The 9th Thailand National Games (Thai: กีฬาเขตแห่งประเทศไทย ครั้งที่ 9, also known as the 1975 National Games and the 1975 Interprovincial Games) were held in Lopburi, Thailand from 28 November to 4 December 1975, with contests in 14 sports and athletes from 10 regions.

==Emblem==
The emblem of 1975 Thailand National Games was the blue circle, with the Phra Prang Sam Yod, the temple in Lopburi on top, the emblem of Sports Authority of Thailand on the inside, and surrounded by the text

==Participating regions==
The 9th Thailand National Games represented 10 regions from 71 provinces.

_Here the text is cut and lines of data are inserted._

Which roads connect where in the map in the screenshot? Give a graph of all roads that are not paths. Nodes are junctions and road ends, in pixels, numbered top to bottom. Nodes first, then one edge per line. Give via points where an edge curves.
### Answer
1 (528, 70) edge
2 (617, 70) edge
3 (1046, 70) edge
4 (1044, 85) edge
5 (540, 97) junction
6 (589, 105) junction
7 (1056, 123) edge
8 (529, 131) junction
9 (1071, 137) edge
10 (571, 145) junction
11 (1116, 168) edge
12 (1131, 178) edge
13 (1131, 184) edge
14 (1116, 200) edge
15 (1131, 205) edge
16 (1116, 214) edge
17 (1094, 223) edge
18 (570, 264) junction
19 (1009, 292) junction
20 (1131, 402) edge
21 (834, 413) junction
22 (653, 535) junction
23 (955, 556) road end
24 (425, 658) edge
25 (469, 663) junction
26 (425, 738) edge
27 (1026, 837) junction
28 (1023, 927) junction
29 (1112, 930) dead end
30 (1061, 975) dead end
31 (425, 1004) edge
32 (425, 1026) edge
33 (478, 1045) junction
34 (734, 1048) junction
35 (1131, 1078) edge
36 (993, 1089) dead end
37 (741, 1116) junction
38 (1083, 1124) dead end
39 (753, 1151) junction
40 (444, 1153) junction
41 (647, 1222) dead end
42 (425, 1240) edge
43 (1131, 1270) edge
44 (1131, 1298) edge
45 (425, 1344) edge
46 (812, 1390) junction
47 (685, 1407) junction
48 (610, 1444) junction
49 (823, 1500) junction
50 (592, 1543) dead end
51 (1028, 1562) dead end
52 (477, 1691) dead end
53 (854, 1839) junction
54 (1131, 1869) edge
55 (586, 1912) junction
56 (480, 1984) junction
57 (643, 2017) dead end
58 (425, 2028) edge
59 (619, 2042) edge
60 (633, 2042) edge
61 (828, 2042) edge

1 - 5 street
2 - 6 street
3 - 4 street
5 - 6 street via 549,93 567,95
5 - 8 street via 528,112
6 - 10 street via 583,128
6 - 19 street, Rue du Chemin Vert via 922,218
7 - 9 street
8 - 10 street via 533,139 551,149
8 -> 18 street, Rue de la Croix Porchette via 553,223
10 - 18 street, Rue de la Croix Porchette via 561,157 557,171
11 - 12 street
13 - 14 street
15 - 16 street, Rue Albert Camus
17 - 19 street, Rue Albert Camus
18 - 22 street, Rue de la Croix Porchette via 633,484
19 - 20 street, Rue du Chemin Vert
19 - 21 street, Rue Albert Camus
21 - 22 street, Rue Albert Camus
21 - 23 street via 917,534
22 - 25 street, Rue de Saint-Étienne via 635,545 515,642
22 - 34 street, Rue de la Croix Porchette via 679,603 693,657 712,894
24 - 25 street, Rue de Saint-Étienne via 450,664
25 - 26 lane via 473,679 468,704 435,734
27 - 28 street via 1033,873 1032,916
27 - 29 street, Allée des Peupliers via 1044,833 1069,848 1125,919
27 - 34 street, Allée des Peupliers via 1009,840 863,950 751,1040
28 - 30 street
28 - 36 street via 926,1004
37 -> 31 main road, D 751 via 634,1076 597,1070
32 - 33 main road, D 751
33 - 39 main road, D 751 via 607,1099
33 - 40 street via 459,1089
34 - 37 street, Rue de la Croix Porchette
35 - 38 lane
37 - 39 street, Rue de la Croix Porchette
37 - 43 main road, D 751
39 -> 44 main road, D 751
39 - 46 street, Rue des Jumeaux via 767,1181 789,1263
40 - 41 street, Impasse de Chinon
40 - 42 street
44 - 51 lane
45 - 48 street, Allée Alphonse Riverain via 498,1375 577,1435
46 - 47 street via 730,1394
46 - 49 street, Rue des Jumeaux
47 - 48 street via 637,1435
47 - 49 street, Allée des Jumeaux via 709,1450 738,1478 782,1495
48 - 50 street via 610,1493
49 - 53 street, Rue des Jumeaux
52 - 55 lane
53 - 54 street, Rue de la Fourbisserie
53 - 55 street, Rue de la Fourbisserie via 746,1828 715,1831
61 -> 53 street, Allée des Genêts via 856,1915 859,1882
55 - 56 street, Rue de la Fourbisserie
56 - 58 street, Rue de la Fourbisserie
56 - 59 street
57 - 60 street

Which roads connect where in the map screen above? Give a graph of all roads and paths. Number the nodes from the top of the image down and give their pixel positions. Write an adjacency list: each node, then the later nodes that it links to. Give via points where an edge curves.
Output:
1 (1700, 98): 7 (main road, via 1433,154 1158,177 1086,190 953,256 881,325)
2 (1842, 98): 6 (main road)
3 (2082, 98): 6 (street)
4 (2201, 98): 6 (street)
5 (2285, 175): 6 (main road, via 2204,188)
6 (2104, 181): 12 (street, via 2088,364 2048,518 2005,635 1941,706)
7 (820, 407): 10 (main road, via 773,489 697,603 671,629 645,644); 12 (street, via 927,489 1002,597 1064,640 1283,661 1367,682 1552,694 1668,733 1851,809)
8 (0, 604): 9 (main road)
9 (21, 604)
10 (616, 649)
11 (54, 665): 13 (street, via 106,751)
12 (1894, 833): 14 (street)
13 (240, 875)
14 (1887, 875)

| Regions | Provinces | List |
|---|---|---|
| 1 | 8 | Ang Thong Chai Nat Lopburi (Host) Nonthaburi Pathum Thani Phra Nakhon Si Ayutthaya Saraburi Sing Buri |
| 2 | 8 | Chachoengsao Chanthaburi Chonburi Nakhon Nayok Phrachinburi Rayong Samut Prakan Trat |
| 3 | 7 | Buriram Chaiyaphum Nakhon Ratchasima Sisaket Surin Ubon Ratchathani Yasothon |
| 4 | 9 | Kalasin Khon Kaen Loei Maha Sarakham Nakhon Phanom Nong Khai Roi Et Sakon Nakhon Udon Thani |
| 5 | 7 | Chiang Mai Chiang Rai Lampang Lamphun Mae Hong Son Nan Phrae |
| 6 | 9 | Kamphaeng Phet Nakhon Sawan Phetchabun Phichit Phitsanulok Sukhothai Tak Uttaradit Uthai Thani |
| 7 | 8 | Kanchanaburi Nakhon Pathom Phetchaburi Prachuap Khiri Khan Ratchaburi Samut Sakhon Samut Songkhram Suphan Buri |
| 8 | 7 | Chumphon Krabi Nakhon Si Thammarat Phang Nga Phuket Ranong Surat Thani |
| 9 | 7 | Narathiwat Pattani Phatthalung Satun Songkhla Trang Yala |
| 10 | 1 | Bangkok |

==Sports==
The 1975 Thailand National Games featured 10 Olympic sports contested at the 1975 Southeast Asian Peninsular Games, 1978 Asian Games and 1976 Summer Olympics. In addition, four non-Olympic sports were featured: badminton, sepak takraw, table tennis and tennis.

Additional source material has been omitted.